#### [Your instructions]
Across the listing that follows, work out how many lines carry the string "Lecheln". Provide that number and nothing else.

══════════

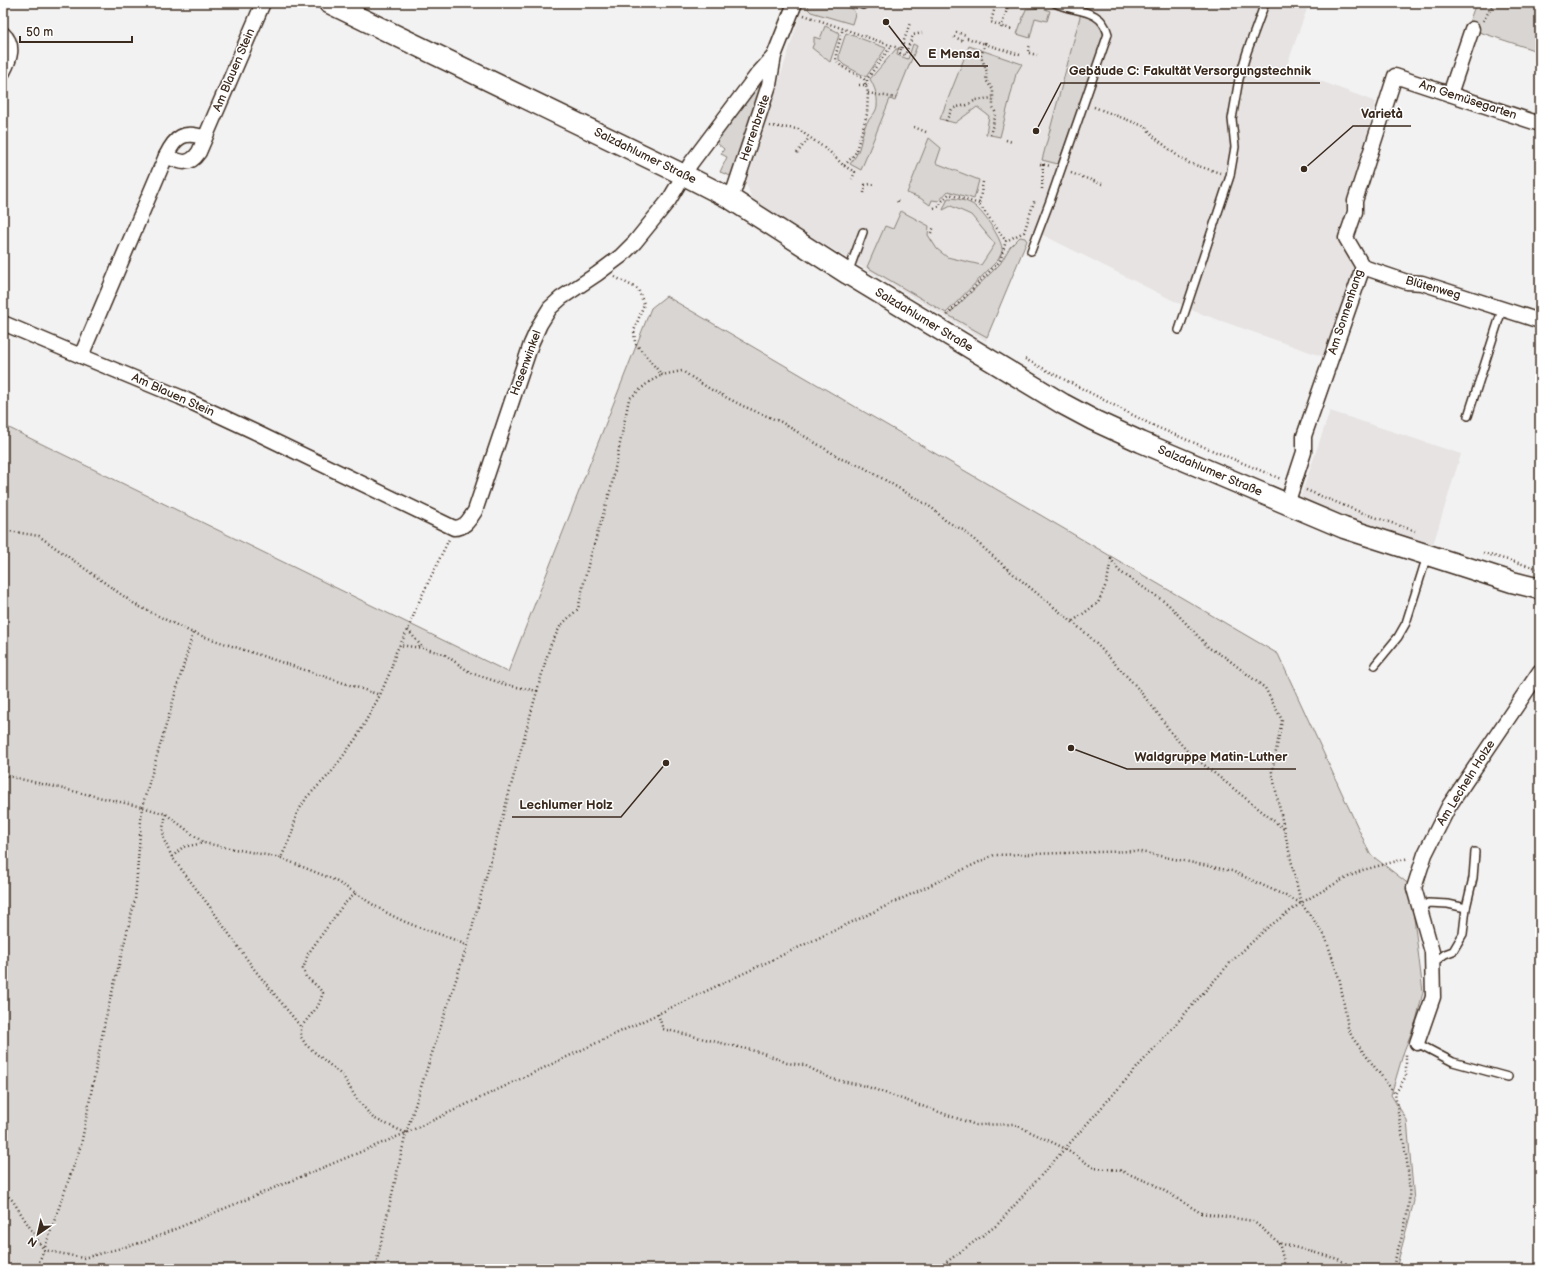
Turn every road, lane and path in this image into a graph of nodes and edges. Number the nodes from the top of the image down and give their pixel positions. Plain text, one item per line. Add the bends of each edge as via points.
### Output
1 (263, 3) edge
2 (856, 3) edge
3 (863, 3) edge
4 (996, 3) edge
5 (1008, 3) edge
6 (1022, 3) edge
7 (1265, 3) edge
8 (1494, 3) edge
9 (333, 4) edge
10 (1044, 5) dead end
11 (1054, 5) edge
12 (793, 7) edge
13 (910, 23) dead end
14 (1001, 27) junction
15 (843, 28) junction
16 (1472, 29) joint
17 (1013, 30) dead end
18 (956, 32) dead end
19 (922, 33) dead end
20 (3, 34) edge
21 (954, 37) dead end
22 (986, 40) dead end
23 (964, 41) dead end
24 (985, 44) junction
25 (892, 45) junction
26 (1030, 45) dead end
27 (1006, 47) dead end
28 (901, 49) junction
29 (1005, 50) junction
30 (1020, 55) dead end
31 (1037, 55) dead end
32 (774, 56) junction
33 (3, 72) edge
34 (1395, 76) joint
35 (859, 85) dead end
36 (867, 85) junction
37 (868, 93) junction
38 (1450, 94) junction
39 (896, 98) dead end
40 (993, 98) junction
41 (1084, 103) junction
42 (946, 121) dead end
43 (1540, 124) edge
44 (780, 128) dead end
45 (915, 128) dead end
46 (926, 132) dead end
47 (990, 135) dead end
48 (205, 138) junction
49 (809, 138) junction
50 (1006, 140) dead end
51 (1012, 142) dead end
52 (797, 153) dead end
53 (166, 156) junction
54 (1040, 164) dead end
55 (1046, 164) dead end
56 (844, 166) junction
57 (1075, 174) dead end
58 (684, 175) junction
59 (1230, 176) junction
60 (852, 179) dead end
61 (983, 182) dead end
62 (1102, 184) dead end
63 (877, 185) dead end
64 (864, 193) dead end
65 (730, 199) junction
66 (1035, 199) dead end
67 (979, 204) junction
68 (934, 208) dead end
69 (934, 227) dead end
70 (863, 232) dead end
71 (931, 233) dead end
72 (1006, 241) junction
73 (1032, 251) dead end
74 (1363, 267) junction
75 (609, 274) dead end
76 (848, 274) junction
77 (1502, 310) junction
78 (945, 320) junction
79 (1540, 321) edge
80 (3, 323) edge
81 (1179, 330) dead end
82 (81, 356) junction
83 (1023, 358) dead end
84 (662, 375) junction
85 (1468, 416) dead end
86 (1293, 484) junction
87 (1287, 504) junction
88 (457, 528) junction
89 (3, 530) edge
90 (1418, 532) dead end
91 (1476, 551) dead end
92 (1427, 556) junction
93 (1540, 569) edge
94 (1540, 589) edge
95 (1073, 622) junction
96 (408, 630) junction
97 (193, 633) junction
98 (399, 645) junction
99 (423, 648) junction
100 (1375, 665) dead end
101 (1540, 671) edge
102 (537, 690) junction
103 (380, 695) junction
104 (3, 775) edge
105 (142, 807) junction
106 (166, 814) junction
107 (1284, 829) junction
108 (204, 843) junction
109 (1475, 852) dead end
110 (1425, 854) junction
111 (172, 857) junction
112 (281, 858) junction
113 (356, 893) junction
114 (1301, 903) junction
115 (1466, 908) junction
116 (1420, 909) junction
117 (467, 946) junction
118 (1432, 963) junction
119 (658, 1014) junction
120 (301, 1027) junction
121 (1417, 1043) junction
122 (1508, 1077) dead end
123 (1395, 1094) junction
124 (406, 1133) junction
125 (1064, 1148) junction
126 (3, 1191) edge
127 (1279, 1243) junction
128 (44, 1250) junction
129 (36, 1269) edge
130 (375, 1269) edge
131 (937, 1269) edge
132 (1284, 1269) edge
133 (1356, 1269) edge
134 (1391, 1269) edge

1 - 48 street, Am Blauen Stein
2 - 3 lane
4 - 14 path via 991,22
5 - 14 path
6 - 10 path
7 - 59 lane via 1239,79 1232,119 1235,146
8 - 16 path via 1482,23
9 - 58 main road, Salzdahlumer Straße
11 - 41 lane via 1094,15 1106,27 1106,42
12 - 15 path
12 - 32 street, Herrenbreite
13 - 28 path
14 - 17 path
15 - 25 path
15 - 36 path via 836,60 841,66 864,79
16 - 38 street
18 - 24 path
19 - 28 path via 913,35 906,55 900,53
20 - 33 street via 8,38 12,48 9,63
21 - 23 path
22 - 24 path
24 - 29 path
24 - 40 path via 981,56 987,72 986,80 993,90
25 - 28 path
25 - 36 path via 867,80
26 - 31 path via 1028,52
27 - 29 path
29 - 30 path
32 - 58 street, Herrenbreite via 757,75
32 - 65 street, Herrenbreite via 769,85
34 - 38 street, Am Gemüsegarten
34 - 74 street, Am Sonnenhang via 1355,201 1355,212 1346,238
35 - 36 path
36 - 37 path
37 - 39 path
37 - 56 path via 867,114 855,154
38 - 43 street, Am Gemüsegarten
40 - 42 path via 976,100 952,109
40 - 47 path via 996,114
41 - 59 path via 1146,127 1153,136 1189,163
41 - 73 lane
44 - 49 path via 798,129
45 - 46 path
48 - 53 street via 196,134 177,138
48 - 53 street, Am Blauen Stein via 195,158 188,162
49 - 52 path
49 - 56 path via 830,152
50 - 51 path
53 - 82 street
54 - 55 path
56 - 60 path via 855,172
57 - 62 path
58 - 65 main road, Salzdahlumer Straße
58 - 88 street, Hasenwinkel via 669,200 636,242 550,308 531,344 475,511 468,523
59 - 81 lane
61 - 67 path
63 - 64 path via 866,185
65 - 76 main road, Salzdahlumer Straße
66 - 72 path via 1024,232
67 - 68 path via 949,194 940,206
67 - 72 path
69 - 71 path
70 - 76 lane
72 - 78 path via 1000,260
74 - 77 street, Blütenweg via 1408,282 1422,283
74 - 86 street, Am Sonnenhang via 1304,436 1304,452
75 - 84 path via 638,289 644,304 634,331 635,342
76 - 78 main road, Salzdahlumer Straße
77 - 79 street, Blütenweg
77 - 85 lane
78 - 87 main road, Salzdahlumer Straße via 1063,404 1093,420
80 - 82 street, Am Blauen Stein
82 - 88 street, Am Blauen Stein via 180,397
83 - 86 path via 1154,426
84 - 95 path via 682,372 710,389 781,422 932,508 946,521 963,530
84 - 102 path via 629,399 611,488 578,609 561,625 550,646
86 - 87 street, Am Sonnenhang
86 - 90 path via 1360,512
87 - 92 main road, Salzdahlumer Straße via 1344,528
88 - 96 path via 417,606
89 - 97 path via 39,536 136,605
91 - 93 path
92 - 94 main road, Salzdahlumer Straße
92 - 100 lane via 1406,622 1398,637
95 - 107 path via 1109,655 1135,684 1188,752
95 - 107 path via 1098,603 1107,582 1110,559 1119,571 1168,604 1209,648 1265,688 1282,720 1272,772
96 - 98 path
96 - 99 path
97 - 103 path
97 - 105 path
98 - 99 path
98 - 103 path
99 - 102 path via 444,654 471,673 507,685
101 - 110 street, Am Lecheln Holze via 1449,806
102 - 117 path
103 - 112 path via 357,737 330,774 307,797 296,813 292,833
104 - 105 path
105 - 106 path
105 - 128 path via 134,900 105,1021 81,1145
106 - 108 path
106 - 111 path via 164,840
107 - 114 path
108 - 111 path via 183,847
108 - 112 path
109 - 115 lane via 1473,878
110 - 114 path via 1363,870
110 - 116 street, Am Lecheln Holze via 1414,888
111 - 120 path via 254,969
112 - 113 path via 332,879
113 - 117 path via 393,916
113 - 120 path via 343,905 308,954 303,969 306,978 323,993 318,1006
114 - 119 path via 1232,871 1136,852 994,855
114 - 123 path via 1325,936 1340,981 1348,1028 1352,1037
114 - 125 path via 1267,928 1230,963
115 - 116 lane via 1428,903
115 - 118 lane via 1463,934 1453,951
116 - 118 street, Am Lecheln Holze via 1432,952
117 - 124 path
118 - 121 street, Am Lecheln Holze via 1433,997
119 - 124 path
119 - 125 path via 663,1029 762,1053 787,1063 804,1065 832,1079 865,1086 976,1125 1014,1124
120 - 124 path via 301,1037 306,1045 343,1076 356,1098 373,1118
121 - 122 lane via 1453,1062
121 - 123 path via 1406,1050 1406,1076
123 - 134 path via 1408,1170 1409,1200
124 - 128 path via 144,1242 83,1258
124 - 130 path
125 - 127 path via 1094,1168 1119,1170 1153,1184 1201,1213 1253,1221
125 - 131 path via 997,1225
126 - 128 path via 13,1201
127 - 132 path
127 - 133 path via 1338,1260
128 - 129 path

══════════

#### [Finished task]
4